No les ha bastado al Consejo Superior CSU y a los demás directivos de la Universidad Surcolombiana USCO, incluyendo el rector encargando Hernando Gil todos los reveses jurídicos de los últimos días, porque da la impresión de estar empecinados en hacerle un esguince a la ley, para atornillarse en el poder contra viento y marea.

Lo anterior se colige de todas las maromas que se vienen ejecutando mediante las cuales están desconociendo el Acuerdo 075 de 1.994 o Estatuto General de la Usco, con el fin de nombrar nuevamente al actual rector Hernando Gil Tovar, pese que la normatividad no les permite bajo ningún punto de vista un tercer periodo del cargo.

Repito: A Gil Tovar se le vence su segundo periodo el 23 de abril y no podrá ser designado de nuevo. El parágrafo del artículo 32 del Acuerdo No.015 del 14 de abril de 2004, determina que “El encargo podrá ser prorrogado por causa justificada hasta por una sola vez por el mismo término.” Y Gil ya los cumplió.

Pese a todas las advertencias, citaron para hoy 15 de abril a una sesión extraordinaria virtual al CSU, para “estudiar” el proyecto de Acuerdo, por medio del cual se suspende (como les parece) transitoria y parcialmente el parágrafo 32 del acuerdo o Estatuto General de la Universidad Surcolombiana, que es su constitución y es una norma particular.

Están suspendiendo su Constitución cuando el mismo acuerdo establece unos mecanismos muy particulares para modificarlo.

Aunque sé que en la USCO son campeones para demandar cualquier acto administrativo, da la impresión de que no sienten ningún temor, ni resentimiento, ni se ruborizan de seguir haciéndole daño a su segunda casa, porque ahora, repito: El Consejo Superior de la USCO estaría desacatando y desafiando a la Corte Constitucional, que en Auto del 21 de marzo de 2021 determino suspender provisionalmente el proceso de elección y designación del rector.

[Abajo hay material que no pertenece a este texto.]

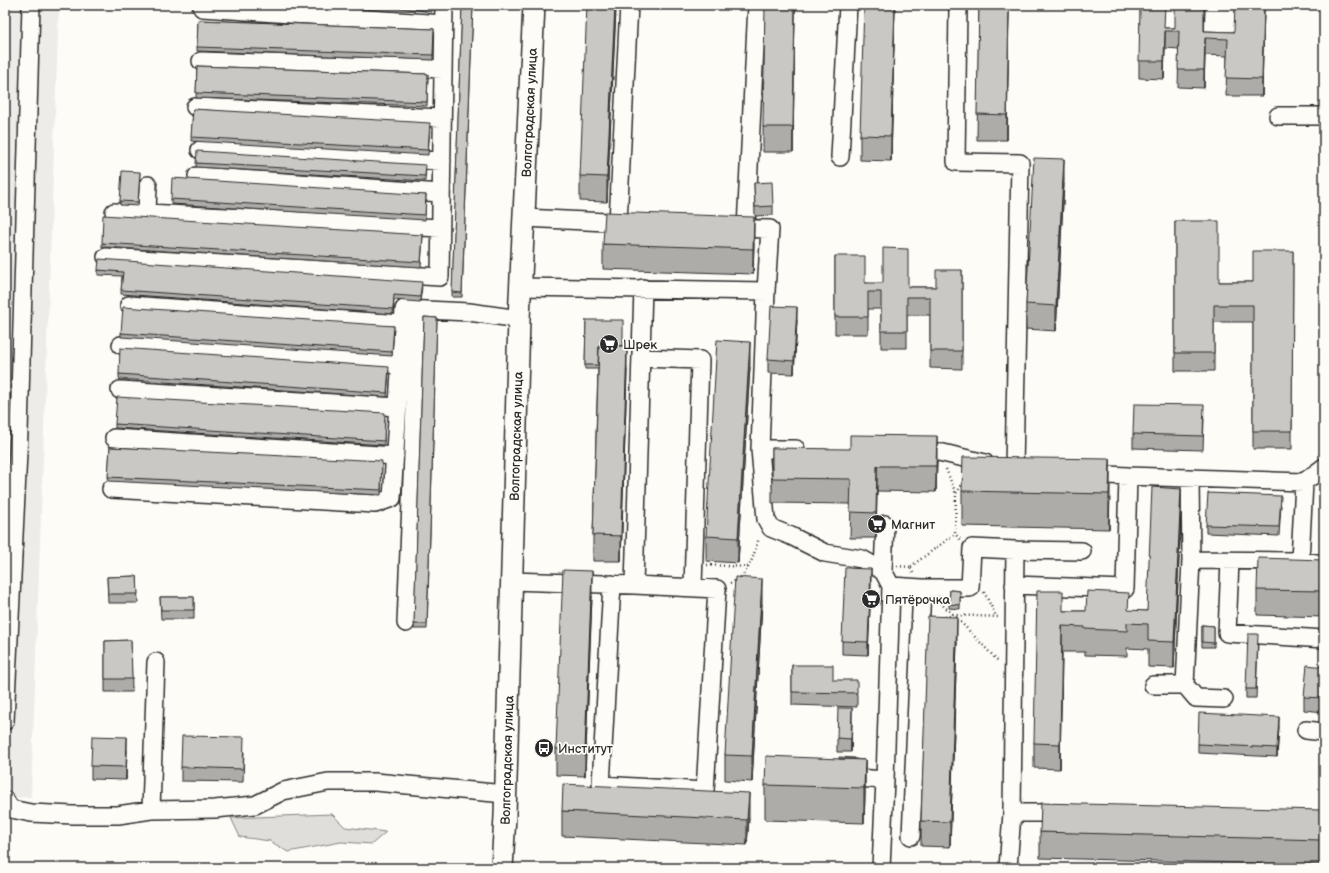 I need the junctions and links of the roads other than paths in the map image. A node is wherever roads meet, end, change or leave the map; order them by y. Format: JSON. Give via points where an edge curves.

Ojo, la Corte suspendió no solo las campañas de “ELECCIÓN” sino la “DESIGNACIÓN” del rector y, además es de mala presentación que pesando sobre esta situación una obligación, sigan con este insensato propósito, cuando ni siquiera se tiene claro de que se pueda nombrar, designar o elegir o hacer una reforma en medio del proceso suspendido por la máxima instancia, garante de nuestra Constitución Política de Colombia.

La orden de la Corte es de carácter inmediata y surte efectos hasta que la Sala Plena profiera la sentencia del proceso T-7.798.671 por una Acción de Tutela incoada por la ex rectora Nidia Guzmán Durán, contra la Sección Quinta del Consejo de Estado, por presunta violación de sus derechos fundamentales.

El espíritu que perseguía la Asamblea Constituyente de 1991 al establecer la acción de tutela, es que se garantice este proceso complementario cuyo objeto es la protección concreta e inmediata de los derechos constitucionales fundamentales y esta situación jurídica, está siendo desconocida olímpicamente, tras pretender suspender la norma que rige sobre el encargo del rector en la Usco, para atornillarse en el cargo.

El rector encargado Gil y el consejo Superior han perdido tres acciones de tutelas importantes, mediante las cuales pretendían realizar la consulta estamentaria para elegir rector a como diera lugar y, ante dicho fracaso, ahora pretenden indefinidamente mantener el rector encargado, al cual se le venció esta situación administrativa, regulada y no solamente reglamentadas en el Estatuto General de la Usco, sino también en las normas del régimen de personal de los servidores públicos (ley 909 de 2004 entre otras).

Con este escrito reitero lo señalado en mi columna anterior, en la cual afirmo que no veo la razón por la cual pretendan de manera atropellada atentar contra el Estatuto General de la Usco, con el pretexto de encontrar una salida a la crisis. Por el contrario, están agravando esta delicada situación. Además, se podría presentar un presunto prevaricato, que en consecuencia, podría derivar en un delito de peculado por parte del rector si llegase a recibir salarios y demás emolumentos por factores salariales por conceptos de una posible designación en el cargo. ¡Que cumplan el mandato judicial! y no le hagan más daño a la universidad.